Stored dataset items:
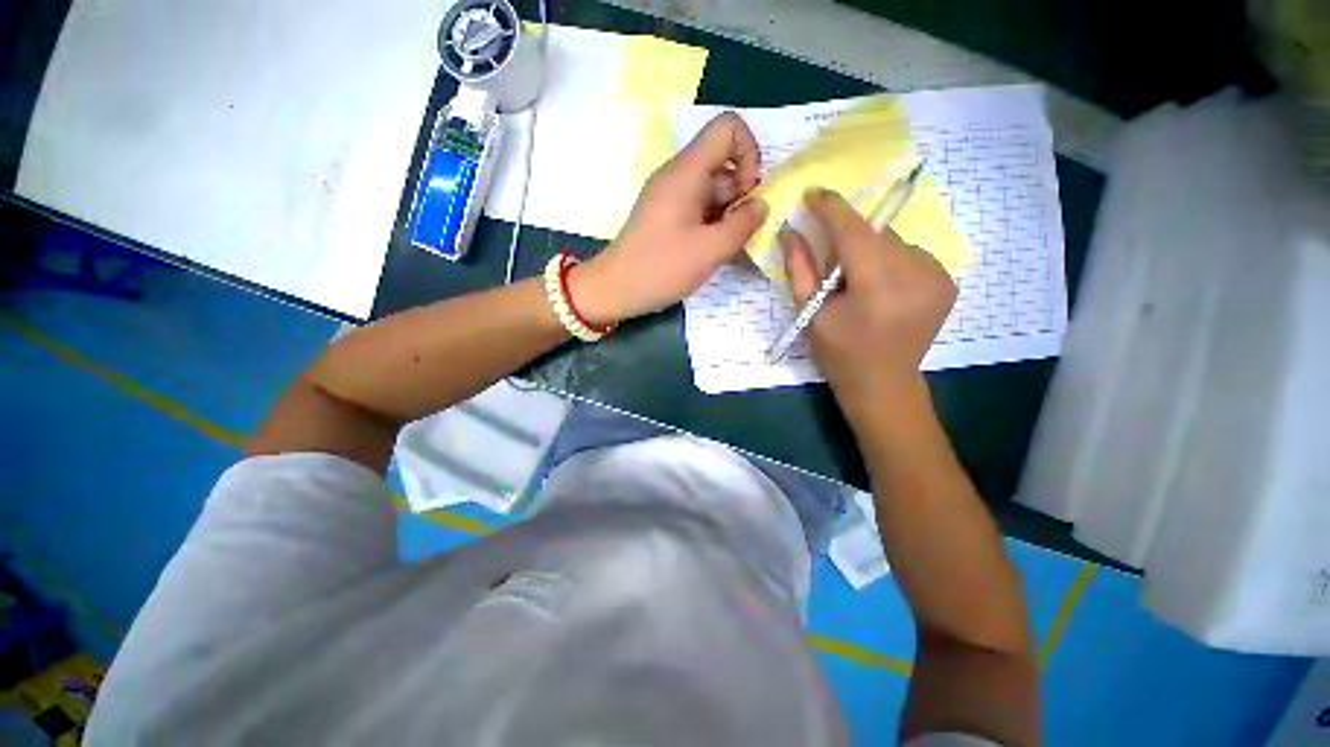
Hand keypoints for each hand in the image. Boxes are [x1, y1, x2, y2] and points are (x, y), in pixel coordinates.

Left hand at [570, 112, 768, 323]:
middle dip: (741, 194)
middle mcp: (678, 176)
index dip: (749, 153)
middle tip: (738, 233)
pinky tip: (714, 251)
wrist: (615, 289)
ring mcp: (670, 196)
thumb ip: (743, 224)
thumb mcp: (711, 250)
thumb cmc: (661, 267)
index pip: (728, 128)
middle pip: (723, 164)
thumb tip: (761, 205)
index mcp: (686, 171)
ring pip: (713, 190)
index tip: (748, 193)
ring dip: (728, 214)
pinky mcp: (666, 216)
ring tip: (726, 248)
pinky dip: (713, 224)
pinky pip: (699, 208)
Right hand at [782, 188, 956, 405]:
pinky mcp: (948, 281)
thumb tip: (789, 230)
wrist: (883, 384)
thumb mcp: (810, 313)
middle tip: (833, 266)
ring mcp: (938, 276)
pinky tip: (882, 287)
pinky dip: (891, 261)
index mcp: (876, 286)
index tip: (813, 194)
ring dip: (871, 251)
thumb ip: (799, 268)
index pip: (852, 231)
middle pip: (874, 235)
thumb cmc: (839, 353)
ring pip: (893, 242)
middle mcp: (915, 274)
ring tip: (858, 282)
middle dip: (849, 240)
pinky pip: (910, 254)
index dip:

__What to produce__: Reproduce exactly the section above that begins at the line containing "thumb mcp: (711, 250)" and ends at the line containing "Right hand at", leaving out all other lines.

__Solution to this task__:
thumb mcp: (711, 250)
thumb cmc: (661, 267)
index pip: (728, 128)
middle pip: (723, 164)
thumb tip: (761, 205)
index mcp: (686, 171)
ring pip: (713, 190)
index tip: (748, 193)
ring dip: (728, 214)
pinky mcp: (666, 216)
ring tip: (726, 248)
pinky dip: (713, 224)
pinky pip: (699, 208)
Right hand at [782, 188, 956, 405]:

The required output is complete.